Дедушка русского флота
Нашёлся знающей человек и дело не ограничивается учением в четырёх стенах; ученик не умеет ходить, а только бегает. Огненный мальчик таскает Тиммермана всюду, и при виде всякого нового предмета расспросы: что это? зачем? Предметов новых мало, а беспокойный мальчик всюду пробирается, заглядывает, нет ли где чего, всё ему надобно, всё отопри и покажи. В Измайлове забрался в амбары, где лежали старые негодные вещи двоюродного деда царского, Никиты Ивановича Романова, и вдруг судно особого рода, иностранное! Запрос Тиммерману: что это за судно? – Бот английский. – Где его употребляют? – При кораблях, для езды и возки. – Чем лучше наших? – Ходит на парусах не только что по ветру, но и против ветру. – Против ветру! Быть не может! Надобно посмотреть: есть ли такой человек, который бы починил бот, и ход его мне показал? – Есть. Сейчас отыскали Голландца Карштен-Бранта, который при царе Алексее вызван был для постройки кораблей в Дединове. Брант починил бот, сделал мачту и паруса и начал лавировать на Яузе: «Это мне паче удивительно и зело любо стало», – говорит Пётр. «Потом, когда я часто то употреблял с ним, и бот не всегда хорошо ворочался, но боле упирался в берега, я спросил его: для чего так? Он сказал, что узка вода. Тогда я перевёз его на Просяной пруд (в Измайлове), но и там немного авантажу сыскал, а охота стала от часу быть более».
Начал проведывать, где больше воды? Отвечали, что ближе нет большего озера как Переславльское в двалцати верстах. Но как туда пробраться? Сказать прямо матери, что идёт на большое озеро плавать и суда строить – не отпустит, надобно уехать обманом.
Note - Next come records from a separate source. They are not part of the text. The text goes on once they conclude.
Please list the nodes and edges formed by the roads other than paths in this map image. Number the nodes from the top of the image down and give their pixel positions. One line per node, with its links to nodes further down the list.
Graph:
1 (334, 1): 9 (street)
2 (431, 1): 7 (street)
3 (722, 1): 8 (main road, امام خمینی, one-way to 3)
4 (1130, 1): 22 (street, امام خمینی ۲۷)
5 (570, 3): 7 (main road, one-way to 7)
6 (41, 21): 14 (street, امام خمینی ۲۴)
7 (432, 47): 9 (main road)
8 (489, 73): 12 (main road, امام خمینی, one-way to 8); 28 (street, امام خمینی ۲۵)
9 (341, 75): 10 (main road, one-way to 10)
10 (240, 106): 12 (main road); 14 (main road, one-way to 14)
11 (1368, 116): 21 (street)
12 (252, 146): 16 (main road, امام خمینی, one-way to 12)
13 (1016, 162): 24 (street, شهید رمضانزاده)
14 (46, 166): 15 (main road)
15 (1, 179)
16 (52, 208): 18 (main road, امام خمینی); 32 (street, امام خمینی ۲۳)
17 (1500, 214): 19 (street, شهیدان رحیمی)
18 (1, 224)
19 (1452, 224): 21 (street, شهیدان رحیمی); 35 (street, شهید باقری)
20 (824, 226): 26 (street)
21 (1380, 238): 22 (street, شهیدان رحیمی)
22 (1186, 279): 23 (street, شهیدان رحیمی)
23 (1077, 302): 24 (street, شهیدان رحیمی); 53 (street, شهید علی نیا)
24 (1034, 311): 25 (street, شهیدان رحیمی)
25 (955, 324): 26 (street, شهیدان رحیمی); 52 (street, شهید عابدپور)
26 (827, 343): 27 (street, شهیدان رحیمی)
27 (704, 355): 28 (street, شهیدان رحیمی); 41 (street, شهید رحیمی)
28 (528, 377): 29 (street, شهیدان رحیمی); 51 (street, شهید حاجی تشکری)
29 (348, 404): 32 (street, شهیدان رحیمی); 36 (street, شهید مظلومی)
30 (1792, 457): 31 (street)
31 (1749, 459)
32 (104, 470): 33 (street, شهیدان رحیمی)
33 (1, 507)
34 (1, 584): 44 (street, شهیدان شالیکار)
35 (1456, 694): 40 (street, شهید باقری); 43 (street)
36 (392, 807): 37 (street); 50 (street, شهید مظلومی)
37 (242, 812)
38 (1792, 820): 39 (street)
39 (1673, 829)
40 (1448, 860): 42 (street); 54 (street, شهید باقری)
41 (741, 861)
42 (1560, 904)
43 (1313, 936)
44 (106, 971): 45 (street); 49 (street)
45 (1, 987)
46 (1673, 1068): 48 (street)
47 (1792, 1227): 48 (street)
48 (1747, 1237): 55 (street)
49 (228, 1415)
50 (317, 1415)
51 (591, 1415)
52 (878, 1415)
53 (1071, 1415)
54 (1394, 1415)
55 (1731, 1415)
Сказал, что дал обещание съездить к Троице на богомолье, а от Троицы пробрался в Переславль.
Вид обширного красивого озера, где бот уже не будет стукаться о берега, разумеется, ещё более разманил Петра, он стал просить у матери завести такую потеху на озере; царица согласилась, и Брант с мастером Кортом, отправились в Переславль строить корабли.
Достопамятные сказания о жизни и делах Петра Великого, собранные редакциею журнала «Русская старина». С.-Петербург, 1876.
Начало русского флота
Царь Пётр Алексеевич в малолетстве своём нашёл в селе Измайлове ботик, голландцами при царе Алексее Михайловиче построенный, на котором в Москве на Просяном пруду, на Москве-реке и Яузе, а потом на Переяславском озере, плаванием забавлялся. Сей то незапно обретённый ботик произвёл в юном государе, который прежде боялся воды, охоту к построению сперва малых фрегатов, потом военных кораблей и был причиною возрождения великого флота в России.
1723 года его величество приказал тот ботик привезти в Санкт-Петербург, откуда отправлен в Кронштадт, где от всего флота прибытие оного пальбою и другими морскими почестями поздравлено и в память величайших от того ботика на море успехов торжествовано. В сие время монарх на нём был кормчим, в гребле находились генерал-адмирал Апраксин, два адмирала и адмиралтейский полковник Головин, называемый Бас. При сём случае, когда по возвращении в гавань произведён был залп, то государь, выходя из ботика, к встречающей его императрице и ко всем министрам и флотским адмиралам сказал: «Смотрите, как дедушку (так называли ботик) внучаты веселят и поздравляют! От него при помощи божеской флот на юге и севере, страх неприятелем, польза и оборона государству!». Во время стола, когда пили здоровье ботика, то Пётр Великий говорил: «Здравствуй, дедушка! Потомки твои по рекам и морям плавают и чудеса творят. Время покажет, явятся ли они и пред Стамбулом».